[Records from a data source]
· · · · · · ·
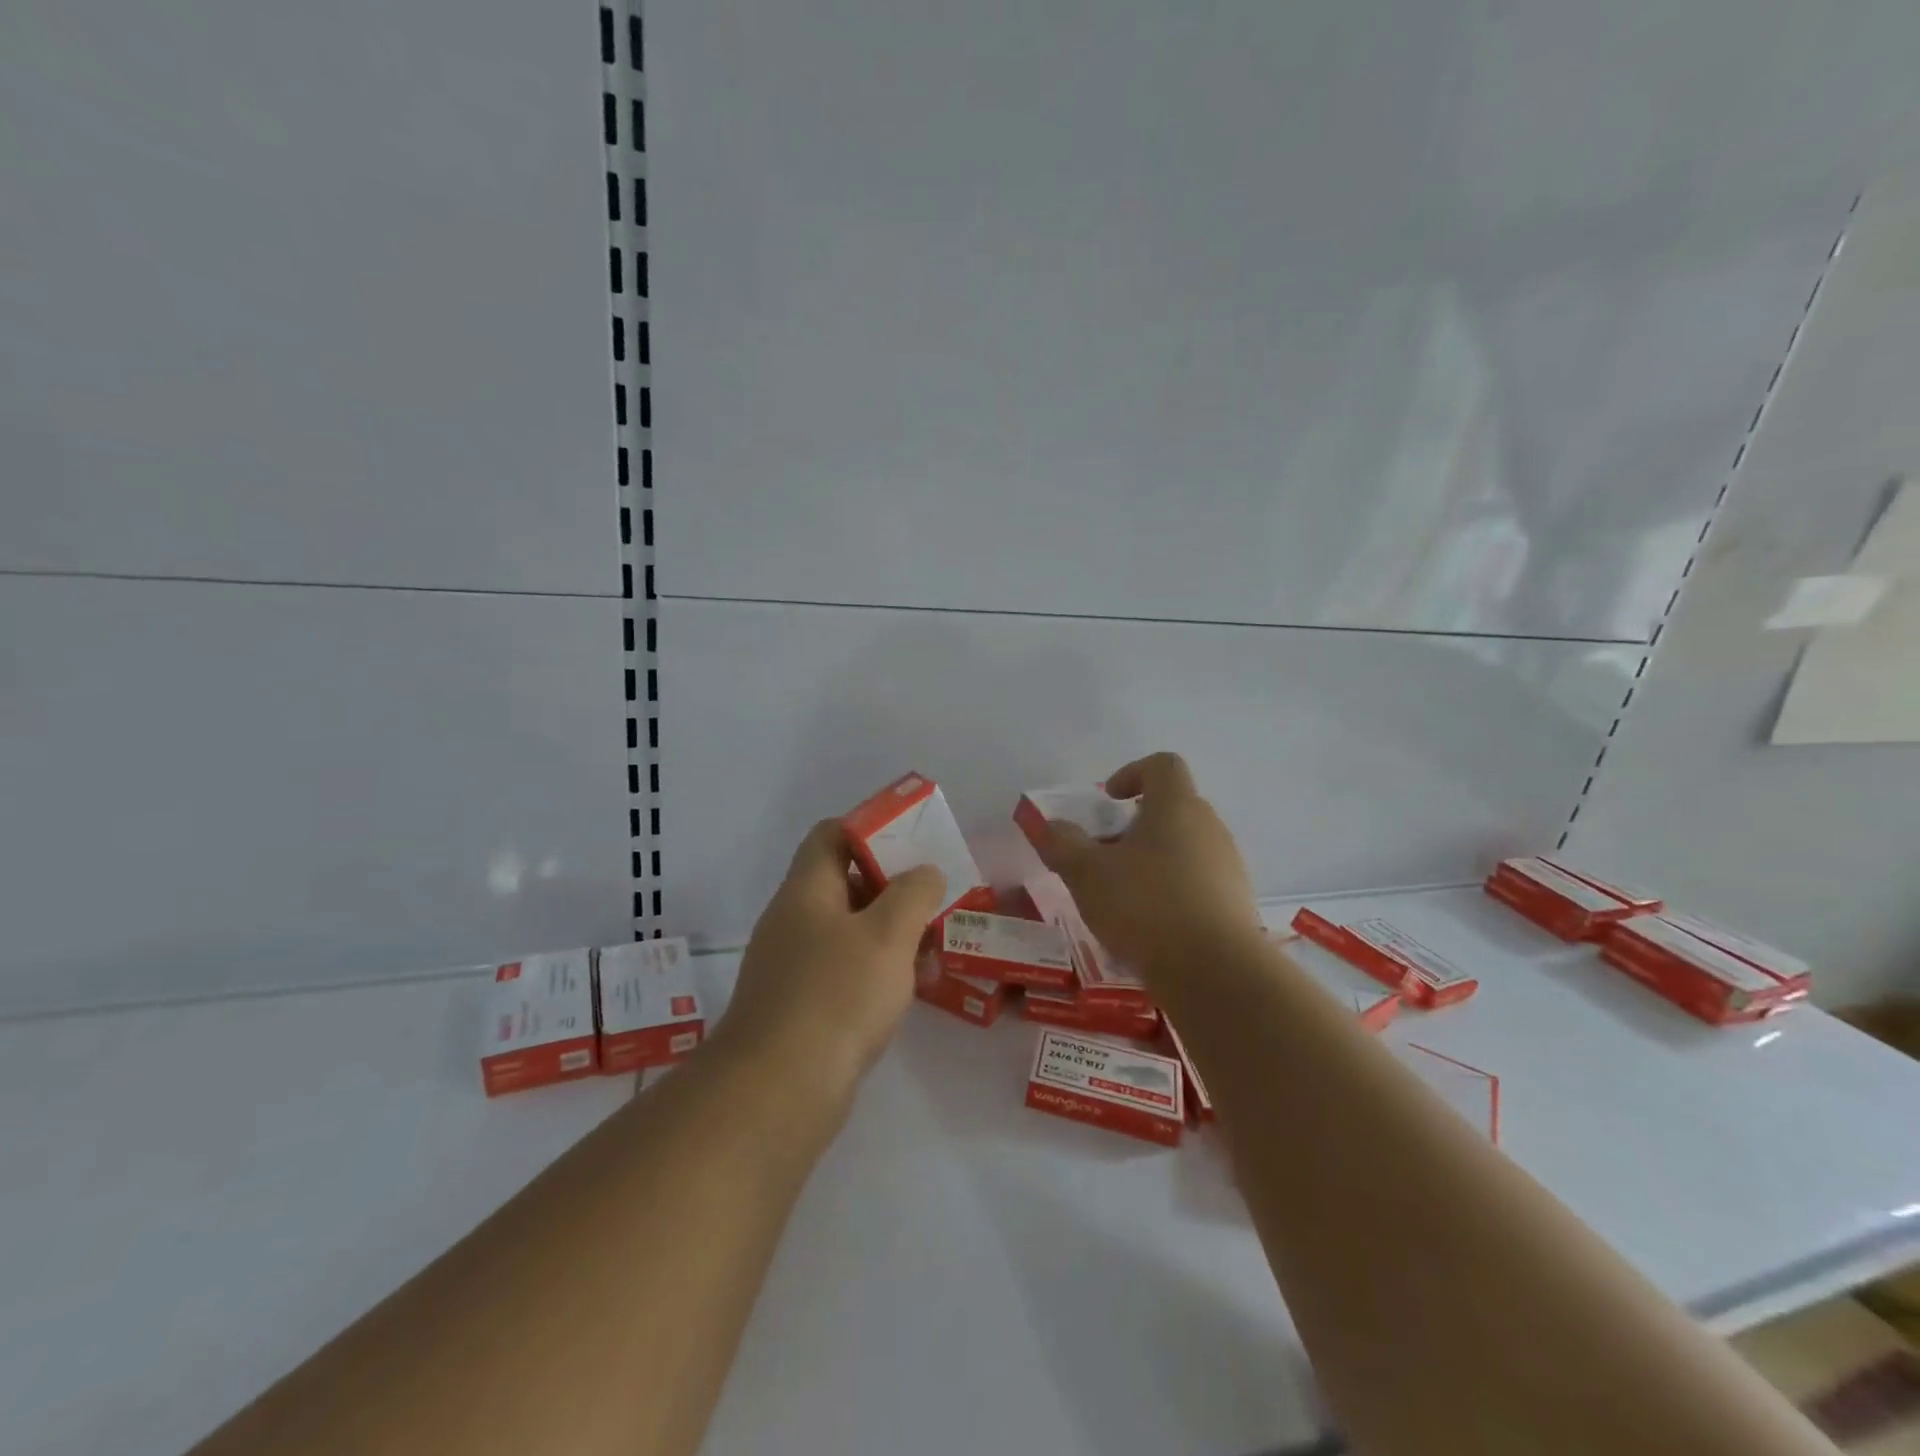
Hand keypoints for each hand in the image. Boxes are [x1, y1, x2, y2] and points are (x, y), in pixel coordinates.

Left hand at [716, 820, 946, 1104]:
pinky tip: (912, 989)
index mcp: (807, 890)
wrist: (778, 1091)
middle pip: (847, 882)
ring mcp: (795, 966)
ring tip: (936, 948)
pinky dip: (880, 970)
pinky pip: (847, 971)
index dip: (872, 828)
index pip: (832, 834)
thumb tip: (925, 873)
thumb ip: (913, 893)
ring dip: (894, 933)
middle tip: (937, 899)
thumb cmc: (837, 995)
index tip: (914, 843)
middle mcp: (795, 921)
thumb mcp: (888, 933)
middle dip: (895, 887)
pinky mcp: (803, 1006)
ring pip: (852, 931)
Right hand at [1034, 752, 1259, 976]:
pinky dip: (1172, 891)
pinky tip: (1151, 925)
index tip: (1108, 800)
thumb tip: (1049, 825)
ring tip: (1123, 895)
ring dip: (1153, 860)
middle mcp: (1209, 827)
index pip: (1162, 765)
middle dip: (1135, 825)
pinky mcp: (1236, 903)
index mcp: (1176, 806)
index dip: (1132, 773)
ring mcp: (1228, 865)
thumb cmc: (1145, 906)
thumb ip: (1062, 844)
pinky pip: (1199, 882)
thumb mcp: (1087, 874)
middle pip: (1173, 807)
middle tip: (1105, 854)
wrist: (1214, 973)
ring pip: (1185, 847)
· · · · · · ·
= Required action =
Pictures aside, repeat every line of the data above exactly.

= Result for this task =
Hand keypoints for each hand in the image. Boxes are [x1, y1, x2, y2] and points are (x, y), in pixel coordinates.

Left hand at [716, 820, 946, 1104]:
pinky tip: (912, 989)
index mcp: (807, 890)
wrist: (778, 1091)
middle pip: (847, 882)
ring mcp: (795, 966)
ring tip: (936, 948)
pinky dip: (880, 970)
pinky pip: (847, 971)
index dip: (872, 828)
index pip: (832, 834)
thumb tip: (925, 873)
thumb ip: (913, 893)
ring dip: (894, 933)
middle tip: (937, 899)
thumb cmc: (837, 995)
index tip: (914, 843)
middle mcp: (795, 921)
thumb mcp: (888, 933)
middle dip: (895, 887)
pinky mcp: (803, 1006)
ring pip: (852, 931)
Right hand at [1034, 752, 1259, 976]:
pinky dip: (1172, 891)
pinky tip: (1151, 925)
index tip: (1108, 800)
thumb tip: (1049, 825)
ring tip: (1123, 895)
ring dip: (1153, 860)
middle mcp: (1209, 827)
index pip: (1162, 765)
middle dip: (1135, 825)
pinky mcp: (1236, 903)
index mcp: (1176, 806)
index dip: (1132, 773)
ring mcp: (1228, 865)
thumb cmc: (1145, 906)
thumb ip: (1062, 844)
pinky pip: (1199, 882)
thumb mcp: (1087, 874)
middle pip: (1173, 807)
middle tip: (1105, 854)
wrist: (1214, 973)
ring pip: (1185, 847)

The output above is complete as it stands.